DATA IN THIS EXERCISE START

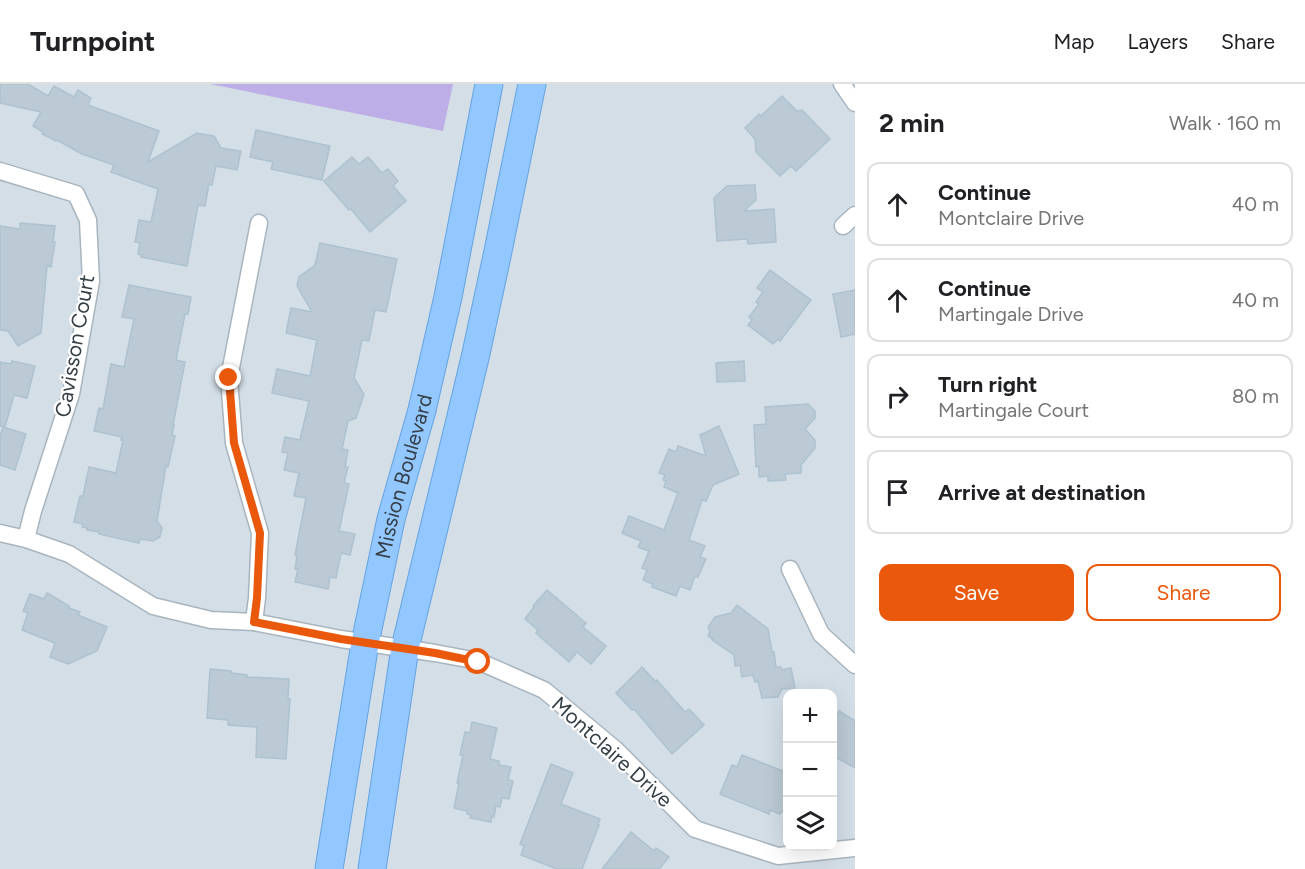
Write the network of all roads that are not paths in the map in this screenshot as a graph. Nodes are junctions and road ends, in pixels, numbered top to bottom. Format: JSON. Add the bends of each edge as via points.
{"nodes":[{"id":1,"x":489,"y":84,"type":"edge"},
{"id":2,"x":532,"y":84,"type":"edge"},
{"id":3,"x":842,"y":84,"type":"edge"},
{"id":4,"x":855,"y":103,"type":"edge"},
{"id":5,"x":0,"y":171,"type":"edge"},
{"id":6,"x":259,"y":223,"type":"dead end"},
{"id":7,"x":0,"y":533,"type":"edge"},
{"id":8,"x":26,"y":539,"type":"junction"},
{"id":9,"x":790,"y":570,"type":"dead end"},
{"id":10,"x":254,"y":622,"type":"junction"},
{"id":11,"x":365,"y":642,"type":"junction"},
{"id":12,"x":405,"y":648,"type":"junction"},
{"id":13,"x":855,"y":665,"type":"edge"},
{"id":14,"x":855,"y":848,"type":"edge"},
{"id":15,"x":329,"y":869,"type":"edge"},
{"id":16,"x":372,"y":869,"type":"edge"}],
"edges":[{"from":1,"to":11,"type":"main road","name":"Mission Boulevard","via":[[448,297],[391,519]]},
{"from":2,"to":12,"type":"main road","name":"Mission Boulevard","via":[[480,335]]},
{"from":3,"to":4,"type":"street"},
{"from":5,"to":8,"type":"street","name":"Cavisson Court","via":[[76,194],[88,220],[91,281],[71,394]]},
{"from":6,"to":10,"type":"street","via":[[229,378],[234,443],[260,533]]},
{"from":7,"to":8,"type":"street","name":"Montclaire Drive"},
{"from":8,"to":10,"type":"street","name":"Montclaire Drive","via":[[69,554],[153,606],[212,620]]},
{"from":9,"to":13,"type":"street","via":[[821,634]]},
{"from":10,"to":11,"type":"street","name":"Montclaire Drive"},
{"from":11,"to":12,"type":"street","name":"Montclaire Drive"},
{"from":11,"to":15,"type":"main road","name":"Mission Boulevard"},
{"from":12,"to":14,"type":"street","name":"Montclaire Drive","via":[[478,662],[544,690],[616,750],[695,829],[777,856]]},
{"from":12,"to":16,"type":"main road","name":"Mission Boulevard"}]}
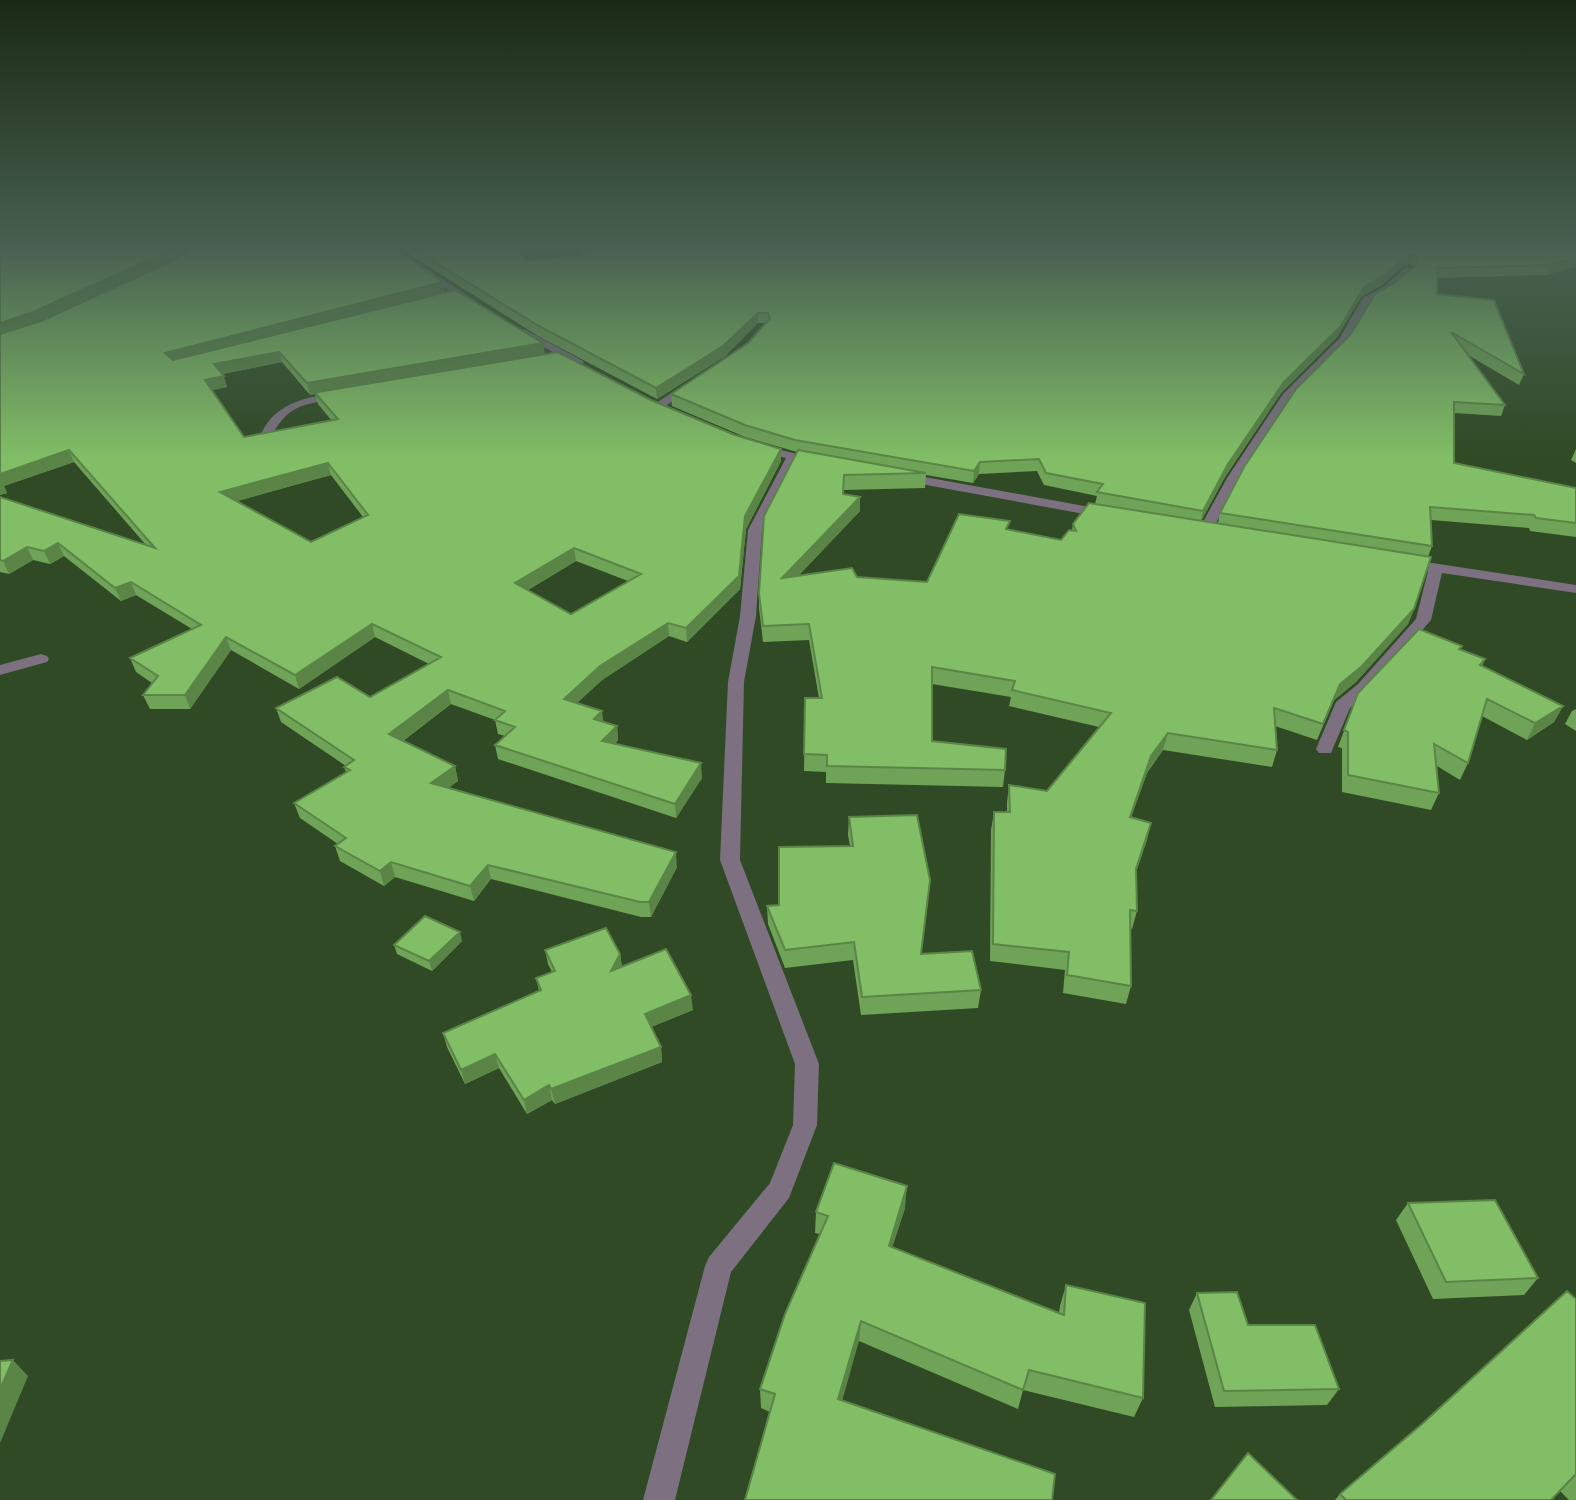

DATA IN THIS EXERCISE END

Filter the records above for lines with "street".

{"from":3,"to":4,"type":"street"},
{"from":5,"to":8,"type":"street","name":"Cavisson Court","via":[[76,194],[88,220],[91,281],[71,394]]},
{"from":6,"to":10,"type":"street","via":[[229,378],[234,443],[260,533]]},
{"from":7,"to":8,"type":"street","name":"Montclaire Drive"},
{"from":8,"to":10,"type":"street","name":"Montclaire Drive","via":[[69,554],[153,606],[212,620]]},
{"from":9,"to":13,"type":"street","via":[[821,634]]},
{"from":10,"to":11,"type":"street","name":"Montclaire Drive"},
{"from":11,"to":12,"type":"street","name":"Montclaire Drive"},
{"from":12,"to":14,"type":"street","name":"Montclaire Drive","via":[[478,662],[544,690],[616,750],[695,829],[777,856]]},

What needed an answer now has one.